Так вот, за команду этого прославленного журнала играл Шура, с которым мы подружились не на почве пинг-понга, а на любви к поэзии. Пленил меня Шура своим замечательным и непосредственным остроумием. Остроты у него появлялись мгновенно и всегда к делу. Запомнилась почему-то одна из оброненных им острот при взгляде на пару полных людей, явление тогда редкое: "родство туш", – сказал про них Шура. Я привел его к нам домой, он очень понравился маме, которая быстро поняла, что у него семейная неурядица, и сделала то, что она делала всю жизнь, – прежде всего его накормила!

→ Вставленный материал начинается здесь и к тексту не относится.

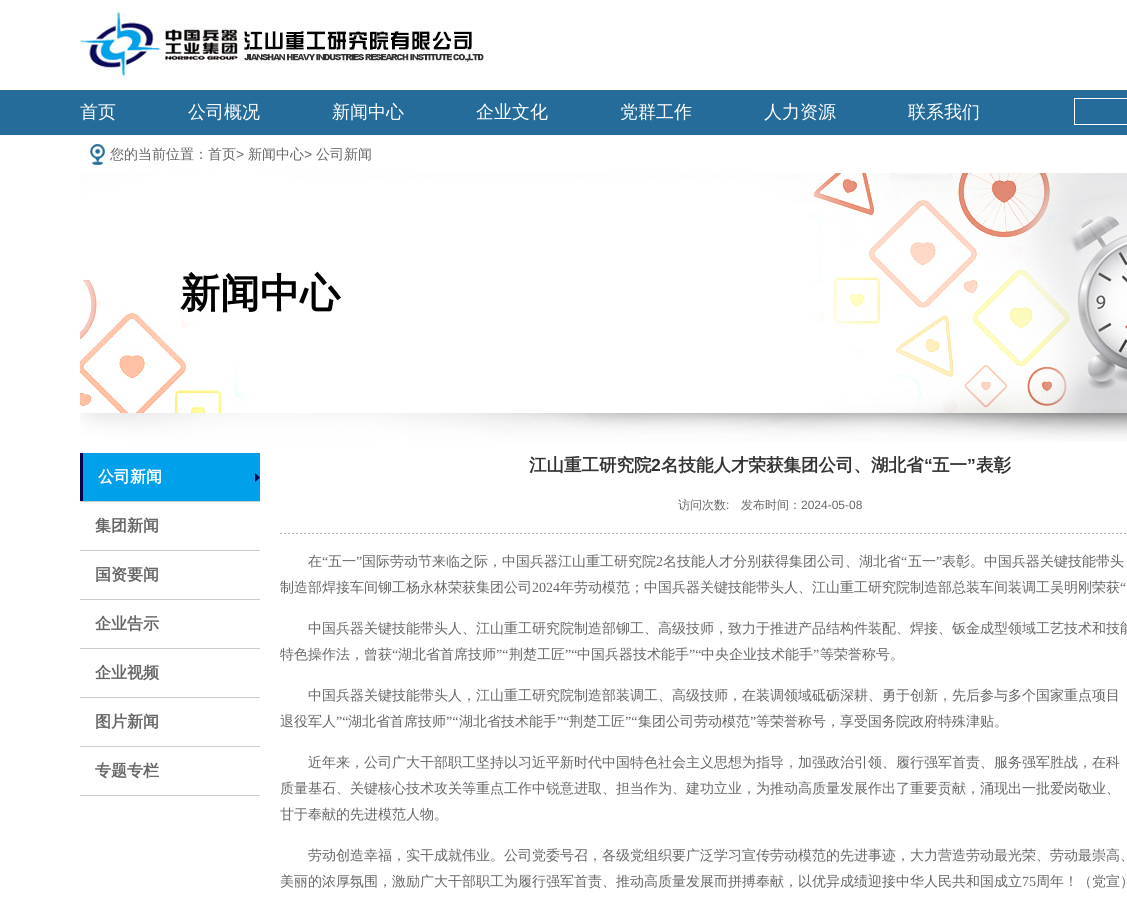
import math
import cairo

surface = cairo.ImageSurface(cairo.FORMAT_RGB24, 1127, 924)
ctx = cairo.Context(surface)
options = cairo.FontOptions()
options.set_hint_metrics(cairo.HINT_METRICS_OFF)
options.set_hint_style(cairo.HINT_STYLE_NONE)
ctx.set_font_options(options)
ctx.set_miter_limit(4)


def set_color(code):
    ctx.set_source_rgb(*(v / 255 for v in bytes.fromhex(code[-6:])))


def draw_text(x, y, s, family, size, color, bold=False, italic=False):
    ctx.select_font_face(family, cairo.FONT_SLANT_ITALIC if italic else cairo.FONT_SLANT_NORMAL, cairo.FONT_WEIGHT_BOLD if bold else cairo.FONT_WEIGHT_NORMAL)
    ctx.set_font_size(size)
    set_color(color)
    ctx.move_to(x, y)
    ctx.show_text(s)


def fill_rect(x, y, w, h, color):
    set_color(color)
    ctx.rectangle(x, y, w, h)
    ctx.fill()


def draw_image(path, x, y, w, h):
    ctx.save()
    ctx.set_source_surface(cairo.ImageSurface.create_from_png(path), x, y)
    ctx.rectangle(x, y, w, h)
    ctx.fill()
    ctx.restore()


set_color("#ffffff")
ctx.paint()
draw_image("assets/img1.png", 80, 8, 408, 72)
fill_rect(0, 90, 1127, 45, "#256c9b")
draw_text(80, 118, "首页", "WenQuanYi Zen Hei Medium", 18, "#ffffff")
draw_text(188, 118, "公司概况", "WenQuanYi Zen Hei Medium", 18, "#ffffff")
draw_text(332, 118, "新闻中心", "WenQuanYi Zen Hei Medium", 18, "#ffffff")
draw_text(476, 118, "企业文化", "WenQuanYi Zen Hei Medium", 18, "#ffffff")
draw_text(620, 118, "党群工作", "WenQuanYi Zen Hei Medium", 18, "#ffffff")
draw_text(764, 118, "人力资源", "WenQuanYi Zen Hei Medium", 18, "#ffffff")
draw_text(908, 118, "联系我们", "WenQuanYi Zen Hei Medium", 18, "#ffffff")
ctx.rectangle(1074.5, 98.5, 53, 26)
ctx.set_line_width(1)
ctx.stroke()
draw_image("assets/img2.png", 90, 144, 15, 21)
draw_text(110, 159, "您的当前位置：首页", "WenQuanYi Zen Hei Medium", 14, "#666666")
draw_text(236, 159, ">", "Liberation Sans", 14, "#666666")
draw_text(248, 159, "新闻中心", "WenQuanYi Zen Hei Medium", 14, "#666666")
draw_text(304, 159, ">", "Liberation Sans", 14, "#666666")
draw_text(316, 159, "公司新闻", "WenQuanYi Zen Hei Medium", 14, "#666666")
draw_image("assets/img3.png", 80, 173, 1047, 240)
draw_text(180, 307, "新闻中心", "WenQuanYi Zen Hei", 40, "#000000", bold=True)
draw_image("assets/img4.png", 80, 413, 1047, 29)
fill_rect(80, 501, 180, 1, "#cccccc")
fill_rect(83, 453, 177, 48, "#00a0ea")
draw_image("assets/img5.png", 255, 473, 5, 9)
fill_rect(80, 453, 3, 48, "#04044e")
draw_text(98, 482, "公司新闻", "WenQuanYi Zen Hei", 16, "#ffffff", bold=True)
fill_rect(80, 550, 180, 1, "#cccccc")
draw_text(95, 531, "集团新闻", "WenQuanYi Zen Hei", 16, "#666666", bold=True)
fill_rect(80, 599, 180, 1, "#cccccc")
draw_text(95, 580, "国资要闻", "WenQuanYi Zen Hei", 16, "#666666", bold=True)
fill_rect(80, 648, 180, 1, "#cccccc")
draw_text(95, 629, "企业告示", "WenQuanYi Zen Hei", 16, "#666666", bold=True)
fill_rect(80, 697, 180, 1, "#cccccc")
draw_text(95, 678, "企业视频", "WenQuanYi Zen Hei", 16, "#666666", bold=True)
fill_rect(80, 746, 180, 1, "#cccccc")
draw_text(95, 727, "图片新闻", "WenQuanYi Zen Hei", 16, "#666666", bold=True)
fill_rect(80, 795, 180, 1, "#cccccc")
draw_text(95, 776, "专题专栏", "WenQuanYi Zen Hei", 16, "#666666", bold=True)
draw_text(529, 471, "江山重工研究院", "WenQuanYi Zen Hei", 17.5, "#333333", bold=True)
draw_text(651, 471, "2", "Liberation Sans", 17.5, "#333333", bold=True)
draw_text(661, 471, "名技能人才荣获集团公司、湖北省", "WenQuanYi Zen Hei", 17.5, "#333333", bold=True)
draw_text(924, 471, "“", "Liberation Sans", 17.5, "#333333", bold=True)
draw_text(932, 471, "五一", "WenQuanYi Zen Hei", 17.5, "#333333", bold=True)
draw_text(967, 471, "”", "Liberation Sans", 17.5, "#333333", bold=True)
draw_text(976, 471, "表彰", "WenQuanYi Zen Hei", 17.5, "#333333", bold=True)
draw_image("assets/img6.png", 280, 533, 846, 1)
draw_text(678, 509, "访问次数", "WenQuanYi Zen Hei Medium", 12, "#666666")
draw_text(726, 509, ":", "Liberation Sans", 12, "#666666")
draw_text(741, 509, "发布时间：", "WenQuanYi Zen Hei Medium", 12, "#666666")
draw_text(801, 509, "2024-05-08", "Liberation Sans", 12, "#666666")
draw_text(308, 566, "在", "WenQuanYi Zen Hei Medium", 14, "#666666")
draw_text(322, 566, "“", "Liberation Serif", 14, "#666666")
draw_text(328, 566, "五一", "WenQuanYi Zen Hei Medium", 14, "#666666")
draw_text(356, 566, "”", "Liberation Serif", 14, "#666666")
draw_text(362, 566, "国际劳动节来临之际，中国兵器江山重工研究院", "WenQuanYi Zen Hei Medium", 14, "#666666")
draw_text(656, 566, "2", "Liberation Serif", 14, "#666666")
draw_text(663, 566, "名技能人才分别获得集团公司、湖北省", "WenQuanYi Zen Hei Medium", 14, "#666666")
draw_text(901, 566, "“", "Liberation Serif", 14, "#666666")
draw_text(908, 566, "五一", "WenQuanYi Zen Hei Medium", 14, "#666666")
draw_text(936, 566, "”", "Liberation Serif", 14, "#666666")
draw_text(942, 566, "表彰。中国兵器关键技能带头", "WenQuanYi Zen Hei Medium", 14, "#666666")
draw_text(280, 592, "制造部焊接车间铆工杨永林荣获集团公司", "WenQuanYi Zen Hei Medium", 14, "#666666")
draw_text(532, 592, "2024", "Liberation Serif", 14, "#666666")
draw_text(560, 592, "年劳动模范；中国兵器关键技能带头人、江山重工研究院制造部总装车间装调工吴明刚荣获", "WenQuanYi Zen Hei Medium", 14, "#666666")
draw_text(1120, 592, "“", "Liberation Serif", 14, "#666666")
draw_text(308, 633, "中国兵器关键技能带头人、江山重工研究院制造部铆工、高级技师，致力于推进产品结构件装配、焊接、钣金成型领域工艺技术和技能", "WenQuanYi Zen Hei Medium", 14, "#666666")
draw_text(280, 659, "特色操作法，曾获", "WenQuanYi Zen Hei Medium", 14, "#666666")
draw_text(392, 659, "“", "Liberation Serif", 14, "#666666")
draw_text(398, 659, "湖北省首席技师", "WenQuanYi Zen Hei Medium", 14, "#666666")
draw_text(496, 659, "”“", "Liberation Serif", 14, "#666666")
draw_text(509, 659, "荆楚工匠", "WenQuanYi Zen Hei Medium", 14, "#666666")
draw_text(565, 659, "”“", "Liberation Serif", 14, "#666666")
draw_text(577, 659, "中国兵器技术能手", "WenQuanYi Zen Hei Medium", 14, "#666666")
draw_text(689, 659, "”“", "Liberation Serif", 14, "#666666")
draw_text(701, 659, "中央企业技术能手", "WenQuanYi Zen Hei Medium", 14, "#666666")
draw_text(813, 659, "”", "Liberation Serif", 14, "#666666")
draw_text(820, 659, "等荣誉称号。", "WenQuanYi Zen Hei Medium", 14, "#666666")
draw_text(308, 700, "中国兵器关键技能带头人，江山重工研究院制造部装调工、高级技师，在装调领域砥砺深耕、勇于创新，先后参与多个国家重点项目", "WenQuanYi Zen Hei Medium", 14, "#666666")
draw_text(280, 726, "退役军人", "WenQuanYi Zen Hei Medium", 14, "#666666")
draw_text(336, 726, "”“", "Liberation Serif", 14, "#666666")
draw_text(348, 726, "湖北省首席技师", "WenQuanYi Zen Hei Medium", 14, "#666666")
draw_text(446, 726, "”“", "Liberation Serif", 14, "#666666")
draw_text(459, 726, "湖北省技术能手", "WenQuanYi Zen Hei Medium", 14, "#666666")
draw_text(557, 726, "”“", "Liberation Serif", 14, "#666666")
draw_text(569, 726, "荆楚工匠", "WenQuanYi Zen Hei Medium", 14, "#666666")
draw_text(625, 726, "”“", "Liberation Serif", 14, "#666666")
draw_text(638, 726, "集团公司劳动模范", "WenQuanYi Zen Hei Medium", 14, "#666666")
draw_text(750, 726, "”", "Liberation Serif", 14, "#666666")
draw_text(756, 726, "等荣誉称号，享受国务院政府特殊津贴。", "WenQuanYi Zen Hei Medium", 14, "#666666")
draw_text(308, 767, "近年来，公司广大干部职工坚持以习近平新时代中国特色社会主义思想为指导，加强政治引领、履行强军首责、服务强军胜战，在科", "WenQuanYi Zen Hei Medium", 14, "#666666")
draw_text(280, 793, "质量基石、关键核心技术攻关等重点工作中锐意进取、担当作为、建功立业，为推动高质量发展作出了重要贡献，涌现出一批爱岗敬业、", "WenQuanYi Zen Hei Medium", 14, "#666666")
draw_text(280, 819, "甘于奉献的先进模范人物。", "WenQuanYi Zen Hei Medium", 14, "#666666")
draw_text(308, 860, "劳动创造幸福，实干成就伟业。公司党委号召，各级党组织要广泛学习宣传劳动模范的先进事迹，大力营造劳动最光荣、劳动最崇高、", "WenQuanYi Zen Hei Medium", 14, "#666666")
draw_text(280, 886, "美丽的浓厚氛围，激励广大干部职工为履行强军首责、推动高质量发展而拼搏奉献，以优异成绩迎接中华人民共和国成立", "WenQuanYi Zen Hei Medium", 14, "#666666")
draw_text(1022, 886, "75", "Liberation Serif", 14, "#666666")
draw_text(1036, 886, "周年！（党宣）", "WenQuanYi Zen Hei Medium", 14, "#666666")
surface.write_to_png("output.png")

Я побывал дома у Шуры, познакомился с его мамой, Ольгой Львовной, вторично разведенной и соответственно недовольной жизнью и поведением Шуры, которому она справедливо ставила в пример его младшего брата, отличника, дядю Витю, как он позднее фигурировал в общесемейных воспоминаниях. Дружба с Шурой стала одной из магистральных линий наших отношений, несмотря на отъезд из Москвы в Ленинград весной 1931 года.
Причиной отъезда был переход отчима из инспекторов Наркомпроса в аспирантуру Пушкинского Дома, которую тогда возглавлял Луначарский, раз в месяц приезжавший в Ленинград и беседовавший со своими многочисленными аспирантами.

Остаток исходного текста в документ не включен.